There will be scepticism this is just a commercial benefit to the organisation – it’s important to hone in on how it can make their lives at work easier
Adjusting to a new way of working
Although BYOD is becoming more widely adopted across enterprises, that doesn’t meant it doesn’t come without challenges. For example, Gatwick’s Ms Bowman says that with hindsight she would have liked to have communicated the benefits more clearly to employees from the start.
“Communicating it well is critical because it is a change. People may not recognise that it’s not just a new IT process or a new way of working; it’s actually a fundamental change to the way individuals are operating in an organisation. You have to think about the impact on them, and on their way of thinking and their way of operating in the organisation.
“There will be scepticism this is just a commercial benefit to the organisation – it’s important to hone in on how it can make their lives at work easier; how it can support them to communicate more effectively with each other, how it can speed up the way they access information and how it can improve their ways of working.”

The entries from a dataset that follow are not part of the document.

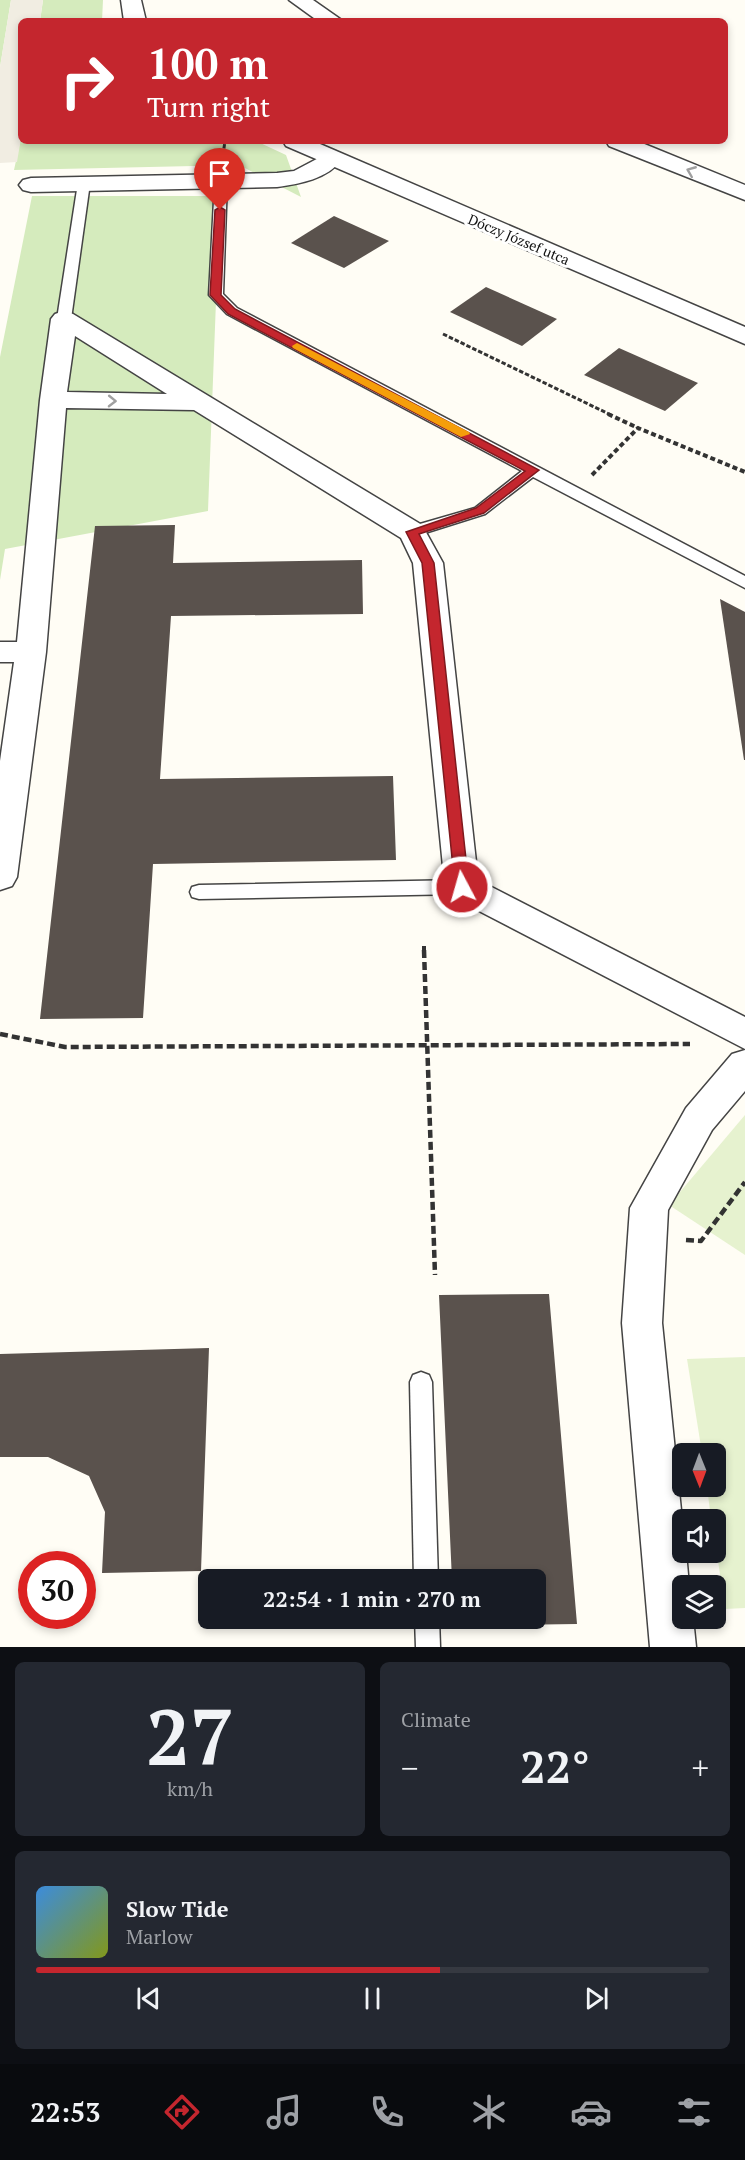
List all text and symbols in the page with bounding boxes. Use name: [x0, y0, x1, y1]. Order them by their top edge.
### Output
text: 100 m: [147, 35, 268, 91]
icon: right: [48, 42, 126, 120]
text: Turn right: [147, 89, 270, 125]
pin: [194, 148, 245, 210]
icon: arrive: [203, 157, 236, 190]
one-way arrow: [686, 166, 697, 178]
street label: Dóczy József utca: [465, 209, 573, 269]
one-way arrow: [107, 395, 116, 407]
position arrow: [430, 855, 494, 919]
north arrow: [672, 1443, 726, 1497]
map controls: [672, 1443, 726, 1629]
button: sound: [672, 1509, 726, 1563]
speed limit sign: 30: [18, 1551, 96, 1629]
button: layers: [672, 1575, 726, 1629]
text: 22:54 · 1 min · 270 m: [263, 1584, 481, 1613]
text: 27: [146, 1684, 234, 1787]
text: Climate: [401, 1706, 471, 1733]
text: 22°: [520, 1736, 590, 1796]
text: −: [401, 1746, 419, 1789]
text: +: [691, 1746, 709, 1789]
text: km/h: [167, 1775, 213, 1802]
text: Slow Tide: [126, 1894, 229, 1923]
text: Marlow: [126, 1923, 193, 1950]
icon: previous: [132, 1982, 165, 2015]
icon: pause: [356, 1982, 389, 2015]
icon: next: [580, 1982, 613, 2015]
icon: directions: [161, 2091, 203, 2133]
icon: music: [263, 2091, 305, 2133]
icon: phone: [366, 2091, 408, 2133]
icon: climate: [468, 2091, 510, 2133]
icon: car: [570, 2091, 612, 2133]
icon: filters: [673, 2091, 715, 2133]
text: 22:53: [30, 2094, 100, 2130]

And an organisation has to change its expectations too; it’s not just about employees. Microsoft’s Mr Coplin hopes in the future, when companies adopt these “working everywhere” strategies, they realise it allows them to judge employees on the outcomes of their work.
“The challenge we have is that organisations typically measure people’s performance based on the process they complete. Whether it’s in terms of hours worked or forms filled, which actually prevents you getting to the benefit the technology has to offer,” he says.
“What you have to do instead is go to a much more nebulous world of measuring the outcome of work, rather than the process. For example, Microsoft measures me on whether my projects are delivered on time, whether my customers are deliriously happy. Microsoft doesn’t care where I am or when I work, but it will have a stern word with me if I fail on the outcome. That’s a very different world where we have come from.”